Wednesday, December 16, 2020

C&S Coach 70 takes a trip to Silver Plume!

Photo Corinne Westeman 
 C&S coach 70 made her last trip west from Golden to Idaho Springs in 1941 coupled to engine 60.  The two were pulled by Rube Morris, the scrapper, using engine 69 for power.  By this time the Idaho Springs to Silver Plume stretch of the Clear Creek line had been torn up roughly three years earlier.  Coach 70 and her locomotive were put on display in town and the remaining tracks were subsequently torn up all the way to Golden.  Despite a few moves within Idaho Springs coach 70 and engine 60 have been outside on exhibition for nearly 80 years.  

But just a little over a week ago, coach 70 finally reached the end of the Clear Creek line, arriving in


Photo Corinne Westeman
Silver Plume on December 8th, 2020.  This time, unlike her life in revenue passenger service, she didn't travel over the Georgetown Loop; she was pulled by tractor trailer up the mountainside on I-70.  

Her hometown, Idaho Springs, paid $15,000 to move her to Historic Rail Adventure's workshop adjacent to the Georgetown Loop railroad facilities in Silver Plume where the coach will be inspected this winter to see what it would take to restore the car.  Once Historic Rail Adventure has an estimate, Idaho Springs will then determine the next steps.

On a curious note, while C&S engine 60 is sitting solo for the first time in almost 80 years, coach 70 is reunited in Silver Plume with the only other fully intact C&S coach known to still be in existence, C&S 76.  

According to Bob Bowland, former Idaho Springs mayor, the end goal of the restoration, if it occurs, is to bring the coach back to No. 60 in Idaho Springs and build a shelter over the display train to protect it far into the future.  

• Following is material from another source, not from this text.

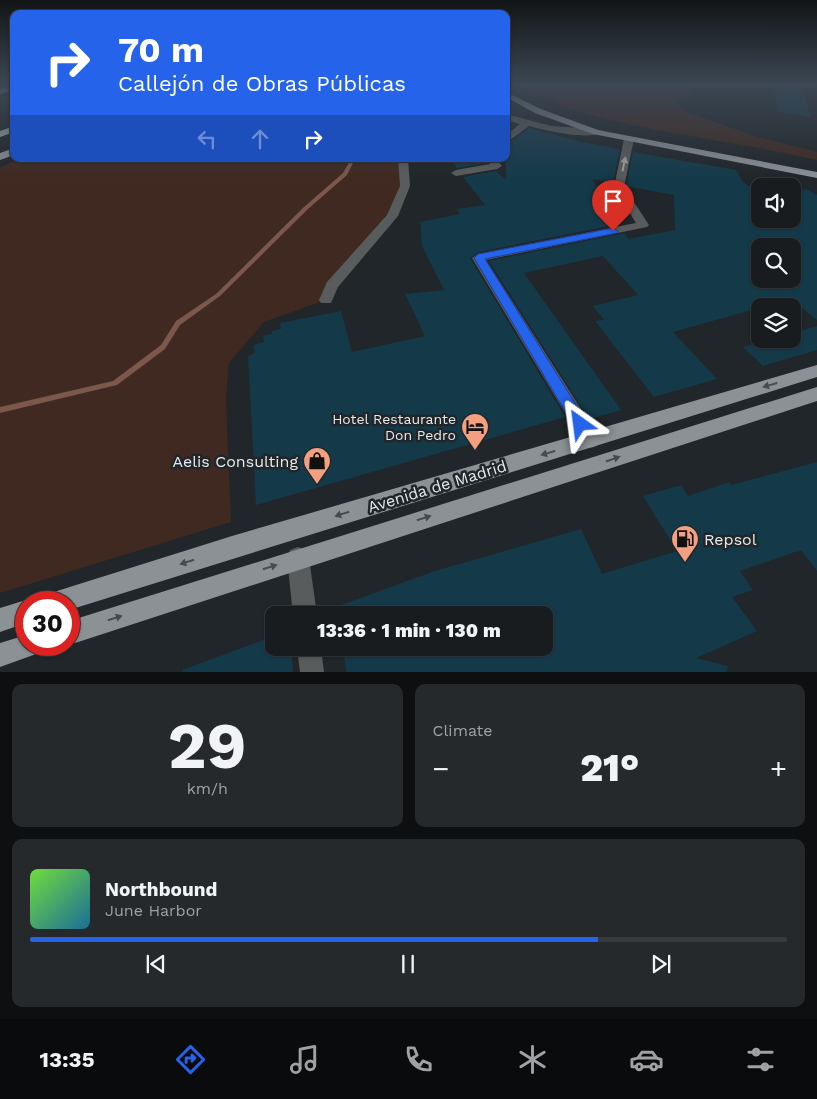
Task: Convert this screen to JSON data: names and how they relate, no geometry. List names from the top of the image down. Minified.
{"streets":{"main road":["Avenida de Madrid"]},"places":{"hotel":["Hotel Restaurante Don Pedro"],"shop":["Aelis Consulting"],"fuel station":["Repsol"]},"page":{"turn":["70 m","Callejón de Obras Públicas"],"limit":"30","trip":"13:36 · 1 min · 130 m","tile":[["29","km/h"],"Climate"],"heat":["−","21°","+"],"song":["Northbound","June Harbor"],"tabs":"13:35"}}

More details can be found here from an article in the Canyon Courier.  Note: The article claims the engine and coach were "gifted to the county by the railway."  In actuality, the county pressured the C&S into giving them the train.  The C&S owed the county a good deal of back taxes.  The county offered to drop the case to pursue the missing tax money if the railroad would give them a display train.  This was no small ask considering that nearby Central City had to fight the reluctant railroad executives quite a bit to finally get a display train for their town the previous year.